Travailler avec des images#

Pour effectuer une analyse de données d’images, nous devons d’abord être capables de réaliser quelques opérations essentielles :

  • ouvrir des images

  • afficher des images

  • examiner les statistiques des pixels

Voir aussi

Ouvrir des images#

La plupart des images avec des extensions standard (tif, png, etc.) peuvent être lues en utilisant la fonction skimage.io.imread. Si votre image ne l’est pas, vous devriez consulter la documentation du format de fichier en question.

Pour utiliser imread, vous avez trois possibilités :

  • utiliser le chemin absolu vers un fichier image, par exemple imread('/Users/username/Desktop/blobs.tif')

  • utiliser un chemin relatif par rapport à votre position actuelle (vous pouvez le découvrir en utilisant la commande pwd dans une cellule), c’est-à-dire imread('../../data/blobs.tif')

  • utiliser une URL qui pointe vers un fichier image, par exemple depuis le dépôt GitHub imread('https://github.com/haesleinhuepf/BioImageAnalysisNotebooks/raw/main/data/blobs.tif')

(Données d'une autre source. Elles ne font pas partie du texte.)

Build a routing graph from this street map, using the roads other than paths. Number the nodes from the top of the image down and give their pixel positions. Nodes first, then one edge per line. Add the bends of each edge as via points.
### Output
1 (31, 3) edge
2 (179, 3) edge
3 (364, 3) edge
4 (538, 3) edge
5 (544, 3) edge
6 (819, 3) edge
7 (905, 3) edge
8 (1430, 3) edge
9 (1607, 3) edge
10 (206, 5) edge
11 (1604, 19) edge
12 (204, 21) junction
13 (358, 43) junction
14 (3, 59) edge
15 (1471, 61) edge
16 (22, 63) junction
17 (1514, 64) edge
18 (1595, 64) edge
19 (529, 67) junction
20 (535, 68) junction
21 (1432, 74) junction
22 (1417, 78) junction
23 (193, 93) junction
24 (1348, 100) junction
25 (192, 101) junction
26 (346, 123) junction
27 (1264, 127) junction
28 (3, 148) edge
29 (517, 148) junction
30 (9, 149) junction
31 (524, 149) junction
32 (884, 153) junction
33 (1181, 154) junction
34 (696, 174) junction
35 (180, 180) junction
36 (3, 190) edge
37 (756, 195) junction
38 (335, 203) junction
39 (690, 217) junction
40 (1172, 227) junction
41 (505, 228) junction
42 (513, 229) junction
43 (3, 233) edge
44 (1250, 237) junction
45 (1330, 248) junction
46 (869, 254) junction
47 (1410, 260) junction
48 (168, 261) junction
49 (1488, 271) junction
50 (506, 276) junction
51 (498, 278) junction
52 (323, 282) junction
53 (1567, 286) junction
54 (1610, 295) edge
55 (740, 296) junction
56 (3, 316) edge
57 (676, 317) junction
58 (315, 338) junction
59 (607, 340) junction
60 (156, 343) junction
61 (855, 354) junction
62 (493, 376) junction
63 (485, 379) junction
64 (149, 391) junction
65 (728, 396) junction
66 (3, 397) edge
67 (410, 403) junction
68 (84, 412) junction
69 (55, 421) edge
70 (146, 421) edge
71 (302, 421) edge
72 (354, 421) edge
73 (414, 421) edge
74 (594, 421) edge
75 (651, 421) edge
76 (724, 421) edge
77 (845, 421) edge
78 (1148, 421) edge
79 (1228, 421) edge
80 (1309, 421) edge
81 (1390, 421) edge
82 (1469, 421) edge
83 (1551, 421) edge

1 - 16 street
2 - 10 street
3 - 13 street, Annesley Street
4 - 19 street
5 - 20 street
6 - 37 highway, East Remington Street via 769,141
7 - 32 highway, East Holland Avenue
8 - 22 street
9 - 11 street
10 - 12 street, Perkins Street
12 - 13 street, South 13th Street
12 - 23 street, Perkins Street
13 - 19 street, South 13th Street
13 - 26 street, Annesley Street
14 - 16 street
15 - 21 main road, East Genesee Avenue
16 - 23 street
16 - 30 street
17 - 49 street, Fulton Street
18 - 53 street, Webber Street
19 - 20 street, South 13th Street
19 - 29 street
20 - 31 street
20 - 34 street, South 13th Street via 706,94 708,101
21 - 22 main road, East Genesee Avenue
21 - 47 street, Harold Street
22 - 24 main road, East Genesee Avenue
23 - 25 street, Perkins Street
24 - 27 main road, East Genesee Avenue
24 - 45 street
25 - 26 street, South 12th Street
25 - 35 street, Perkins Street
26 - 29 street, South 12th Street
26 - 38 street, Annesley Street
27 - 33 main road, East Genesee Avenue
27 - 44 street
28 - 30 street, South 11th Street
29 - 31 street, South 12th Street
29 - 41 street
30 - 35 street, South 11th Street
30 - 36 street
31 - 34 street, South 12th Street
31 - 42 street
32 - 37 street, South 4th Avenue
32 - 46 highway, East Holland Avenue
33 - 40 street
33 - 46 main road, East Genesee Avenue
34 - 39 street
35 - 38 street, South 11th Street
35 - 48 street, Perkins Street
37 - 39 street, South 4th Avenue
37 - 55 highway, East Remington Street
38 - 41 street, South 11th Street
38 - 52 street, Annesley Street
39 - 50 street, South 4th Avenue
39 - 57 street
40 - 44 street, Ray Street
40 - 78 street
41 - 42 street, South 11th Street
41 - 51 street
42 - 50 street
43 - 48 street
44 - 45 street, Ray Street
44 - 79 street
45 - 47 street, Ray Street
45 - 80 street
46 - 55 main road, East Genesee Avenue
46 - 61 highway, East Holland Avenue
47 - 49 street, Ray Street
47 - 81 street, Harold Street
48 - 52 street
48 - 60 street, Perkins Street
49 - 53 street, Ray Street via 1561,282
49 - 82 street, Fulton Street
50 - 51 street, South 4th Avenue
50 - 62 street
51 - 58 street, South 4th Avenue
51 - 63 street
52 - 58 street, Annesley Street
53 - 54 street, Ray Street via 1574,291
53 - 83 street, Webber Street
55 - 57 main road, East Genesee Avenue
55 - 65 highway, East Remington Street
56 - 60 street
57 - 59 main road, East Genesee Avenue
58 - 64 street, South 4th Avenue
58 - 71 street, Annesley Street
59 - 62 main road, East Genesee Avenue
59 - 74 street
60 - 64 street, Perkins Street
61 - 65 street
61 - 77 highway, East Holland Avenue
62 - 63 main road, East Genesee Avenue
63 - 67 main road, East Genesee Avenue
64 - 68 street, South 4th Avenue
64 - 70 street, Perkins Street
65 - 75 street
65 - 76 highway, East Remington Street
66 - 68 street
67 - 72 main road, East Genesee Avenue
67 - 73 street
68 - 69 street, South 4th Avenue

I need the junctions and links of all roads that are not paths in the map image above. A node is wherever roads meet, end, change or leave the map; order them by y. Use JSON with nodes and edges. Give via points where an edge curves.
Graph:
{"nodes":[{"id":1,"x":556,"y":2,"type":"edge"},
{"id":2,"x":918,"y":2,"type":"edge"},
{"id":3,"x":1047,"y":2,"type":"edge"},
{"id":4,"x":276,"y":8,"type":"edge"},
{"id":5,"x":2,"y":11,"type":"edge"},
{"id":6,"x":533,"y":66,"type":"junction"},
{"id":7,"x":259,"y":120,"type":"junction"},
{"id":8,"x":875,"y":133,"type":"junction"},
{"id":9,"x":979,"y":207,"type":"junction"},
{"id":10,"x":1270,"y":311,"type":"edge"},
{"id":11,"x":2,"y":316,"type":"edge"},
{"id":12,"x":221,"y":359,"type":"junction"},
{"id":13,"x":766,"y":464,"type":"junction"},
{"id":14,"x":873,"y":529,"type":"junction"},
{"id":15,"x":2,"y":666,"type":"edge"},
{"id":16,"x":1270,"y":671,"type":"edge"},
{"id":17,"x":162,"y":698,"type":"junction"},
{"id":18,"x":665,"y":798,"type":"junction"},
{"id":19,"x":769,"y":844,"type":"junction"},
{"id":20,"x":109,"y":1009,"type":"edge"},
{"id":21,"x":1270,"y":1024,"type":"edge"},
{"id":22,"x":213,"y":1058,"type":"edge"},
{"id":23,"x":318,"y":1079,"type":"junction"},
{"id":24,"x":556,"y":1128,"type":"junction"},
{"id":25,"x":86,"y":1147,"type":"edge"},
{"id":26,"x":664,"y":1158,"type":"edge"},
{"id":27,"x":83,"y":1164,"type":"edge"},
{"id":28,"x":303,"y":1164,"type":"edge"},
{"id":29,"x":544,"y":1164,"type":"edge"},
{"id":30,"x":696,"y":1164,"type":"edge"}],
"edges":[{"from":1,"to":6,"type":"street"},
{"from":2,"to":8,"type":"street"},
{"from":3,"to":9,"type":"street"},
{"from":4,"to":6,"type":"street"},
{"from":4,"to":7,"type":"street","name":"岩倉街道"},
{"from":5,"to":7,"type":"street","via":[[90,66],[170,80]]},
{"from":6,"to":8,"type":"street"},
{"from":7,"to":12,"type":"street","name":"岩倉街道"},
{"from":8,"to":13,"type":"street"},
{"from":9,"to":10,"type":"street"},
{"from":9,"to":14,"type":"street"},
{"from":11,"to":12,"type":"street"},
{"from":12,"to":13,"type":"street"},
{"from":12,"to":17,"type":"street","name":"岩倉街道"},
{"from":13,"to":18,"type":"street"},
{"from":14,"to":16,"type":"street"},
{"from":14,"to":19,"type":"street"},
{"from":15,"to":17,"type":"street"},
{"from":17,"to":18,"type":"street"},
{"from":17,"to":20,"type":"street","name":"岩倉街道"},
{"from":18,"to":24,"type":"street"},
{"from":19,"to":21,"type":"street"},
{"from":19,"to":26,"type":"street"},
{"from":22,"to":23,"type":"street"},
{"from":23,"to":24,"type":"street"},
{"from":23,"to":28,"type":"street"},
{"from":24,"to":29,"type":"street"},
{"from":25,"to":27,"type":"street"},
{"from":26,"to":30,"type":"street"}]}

Ici, nous utilisons un chemin relatif. Par rapport au notebook actuel, les données se trouvent deux niveaux de dossiers plus haut (../../) dans un dossier appelé data :

from skimage.io import imread

image = imread("../../data/blobs.tif")

Comme montré précédemment, les images ne sont que des matrices d’intensités. Cependant, les afficher en tant que telles n’est pas pratique.

image
array([[ 40,  32,  24, ..., 216, 200, 200],
       [ 56,  40,  24, ..., 232, 216, 216],
       [ 64,  48,  24, ..., 240, 232, 232],
       ...,
       [ 72,  80,  80, ...,  48,  48,  48],
       [ 80,  80,  80, ...,  48,  48,  48],
       [ 96,  88,  80, ...,  48,  48,  48]], dtype=uint8)

Afficher des images#

Il existe de nombreuses façons d’afficher des images 2D simples. Dans de nombreux notebooks et exemples en ligne, vous trouverez des exemples utilisant la fonction imshow de Matplotlib sur un tableau :

from matplotlib import pyplot as plt

plt.imshow(image);
../_images/d5aa543df73b55131a5b2d12b65cdc2e300dad7a934c6fafbd5f36b49dac1a12.png

Malheureusement, la fonction imshow n’est pas un choix optimal pour afficher des images de microscopie : elle ne gère pas bien les données multi-canaux, il est difficile de gérer les plages d’intensité, etc. Tout au long de ce cours, nous préférons donc utiliser la fonction microshow du package microfilm ou la fonction imshow du package clesperanto. Nous apprendrons la deuxième solution dans les chapitres à venir. Ici, nous utilisons simplement microshow :

from microfilm.microplot import microshow
microshow(image);
../_images/86f9061a06b2f20b3ed3ddd41075e98754f485f36a8cd0d44daae4545e43ad8f.png

Tables de correspondance (alias cartes de couleurs)#

Nous pouvons également modifier la table de correspondance, aussi appelée “carte de couleurs” pour la visualisation.

microshow(image, cmaps="hot");
../_images/fecc9298b39e8e99284bb1fed5d27c53967aa0c464bb992c0a1370ba7fdf32e5.png
microshow(image, cmaps="pure_cyan");
../_images/ea5543ae72928f06f82dae87c2abc96ec002c347178571a949e44685aab380bd.png

Exercice#

Ouvrez le jeu de données banana020.tif, visualisez-le avec une table de correspondance jaunâtre.